Une progression généralisée des dispositifs en 2024
Les dernières données de la Dares confirment une dynamique positive de l'épargne salariale en 2024. Au total, 10,6 millions de salariés sont désormais couverts par au moins un dispositif, soit une hausse de 1,8 point par rapport à 2023. La part des salariés du secteur privé concernés atteint 54 %.
Montants et bénéficiaires : une hausse sur plusieurs leviers
Participation, intéressement et plans d'épargne d'entreprise enregistrent tous des progressions, tant en montants distribués qu'en montants moyens perçus :
- Participation : 11,4 milliards d'euros distribués en 2024 (contre 10,8 milliards en 2023). Le nombre de bénéficiaires reste stable à 5,84 millions, et le montant moyen par bénéficiaire progresse à 1 959 € (vs 1 853 € en 2023).
- Intéressement : 11,9 milliards d'euros versés (contre 11,6 milliards en 2023). Le nombre de bénéficiaires est de 5,58 millions, pour un montant moyen de 2 130 € (vs 2 088 € en 2023).
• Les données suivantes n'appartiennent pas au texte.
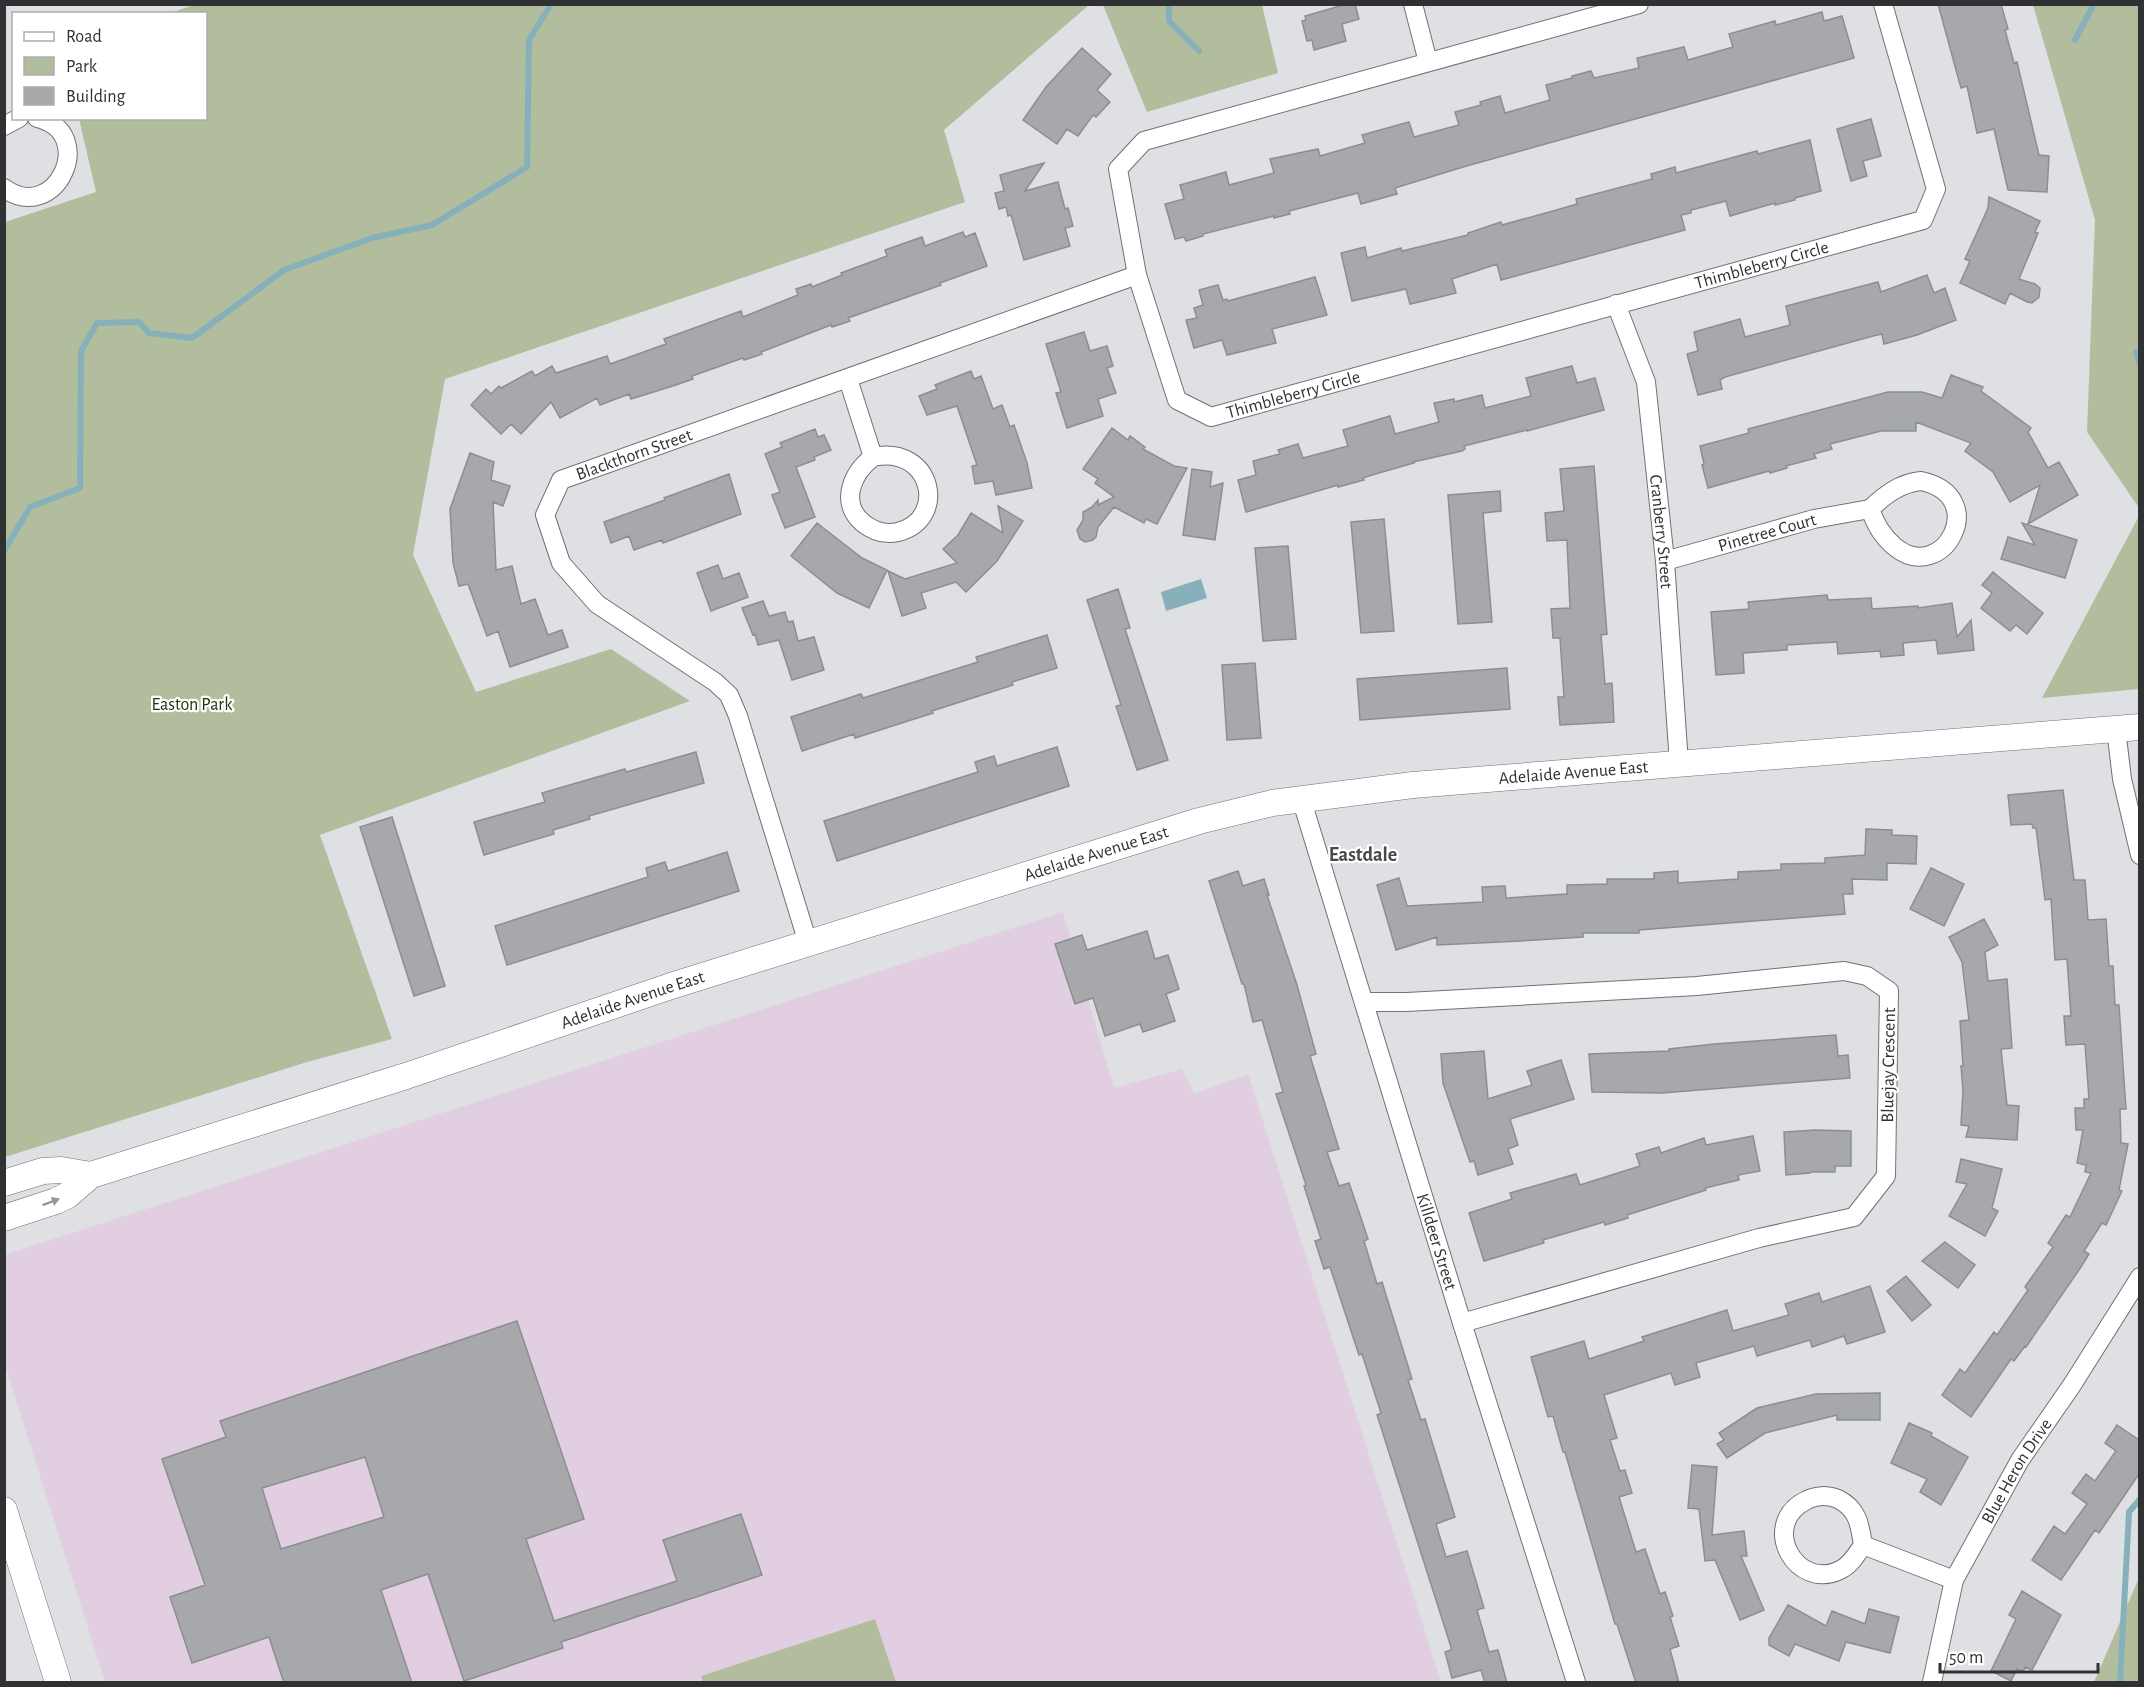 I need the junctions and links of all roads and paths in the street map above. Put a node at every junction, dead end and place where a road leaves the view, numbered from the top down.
1 (1413, 4) edge
2 (1639, 4) edge
3 (1882, 4) edge
4 (1428, 62) junction
5 (41, 120) edge
6 (4, 188) edge
7 (1137, 276) junction
8 (1616, 304) junction
9 (848, 380) junction
10 (873, 457) junction
11 (1870, 509) junction
12 (1665, 561) junction
13 (2128, 728) edge
14 (1679, 764) junction
15 (1301, 798) junction
16 (2139, 855) edge
17 (808, 943) junction
18 (1364, 1002) junction
19 (91, 1175) junction
20 (4, 1183) edge
21 (4, 1218) edge
22 (2139, 1277) edge
23 (1462, 1323) junction
24 (4, 1510) edge
25 (1863, 1545) junction
26 (1954, 1580) junction
27 (58, 1683) edge
28 (1576, 1683) edge
29 (1932, 1683) edge

1 - 4 street
2 - 4 street, Thimbleberry Circle
3 - 8 street, Thimbleberry Circle
4 - 7 street, Thimbleberry Circle
5 - 6 street
7 - 8 street, Thimbleberry Circle
7 - 9 street, Blackthorn Street
8 - 12 street, Cranberry Street
9 - 10 street
9 - 17 street, Blackthorn Street
10 - 10 street
11 - 11 street, Pinetree Court
11 - 12 street, Pinetree Court
12 - 14 street, Cranberry Street
13 - 14 main road, Adelaide Avenue East
13 - 16 street
14 - 15 main road, Adelaide Avenue East
15 - 17 main road, Adelaide Avenue East
15 - 18 street, Killdeer Street
17 - 19 main road, Adelaide Avenue East
18 - 23 street, Killdeer Street
18 - 23 street, Bluejay Crescent
19 - 20 main road, Adelaide Avenue East
21 -> 19 main road, Adelaide Avenue East
22 - 26 street, Blue Heron Drive
23 - 28 street, Killdeer Street
24 - 27 main road
25 - 25 street
25 - 26 street
26 - 29 street, Blue Heron Drive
La part de l'intéressement dans la masse salariale atteint 4,7 % pour les salariés concernés.
- Plans d'épargne entreprise (PEE/PEI/PEG) : les versements nets s'élèvent à 14 milliards d'euros en 2024, contre 13,4 milliards en 2023. Le nombre de salariés ayant épargné via ces dispositifs progresse à 4,72 millions.
| Indicateur | 2023 | 2024 |
|---|---|---|
| Couverture salariés (part) | — | 54 % |
| Nombre de salariés couverts | — | 10,6 M |
| Participation (montant total) | 10,8 Md€ | 11,4 Md€ |
| Intéressement (montant total) | 11,6 Md€ | 11,9 Md€ |
| Versements nets PEE | 13,4 Md€ | 14 Md€ |
Large entreprises dominantes, mais rattrapage par les petites structures
Les grands groupes restent les plus pourvoyeurs de dispositifs : 89,1 % des salariés des entreprises de plus de 1 000 salariés bénéficient d'au moins un dispositif. Toutefois, la hausse la plus rapide se situe dans les structures de moins de 50 salariés, dont le taux de couverture atteint désormais 21,1 % (+3 points en un an). Cette progression suit l'entrée en vigueur au 1er janvier 2024 d'obligations nouvelles pour certaines entreprises de 11 à 49 salariés.
Conséquences pour les salariés et les entreprises
Pour les salariés, la hausse des montants moyens reçus traduit une amélioration du pouvoir d'épargne immédiat : participation et intéressement représentent désormais des sommes non négligeables en complément de salaire, avec des montants moyens proches de 2 000 € par bénéficiaire. Pour les employeurs, l'extension des dispositifs aux PME impose d'intégrer ces dispositifs dans la gestion des rémunérations et de la trésorerie, tout en profitant d'un outil de motivation et de fidélisation.
Arbitrages à considérer
Plusieurs variables orientent l'arbitrage pour un salarié : disponibilité des fonds (immédiate ou bloquée), fiscalité et abondement de l'employeur, ainsi que la composition des supports d'investissement dans les plans. Si la tendance est à l'augmentation des montants distribués, la décision d'affecter ou non ces sommes vers un dispositif d'épargne salariale dépendra du profil d'épargne, des besoins de liquidité et des avantages fiscaux et sociaux proposés par l'entreprise.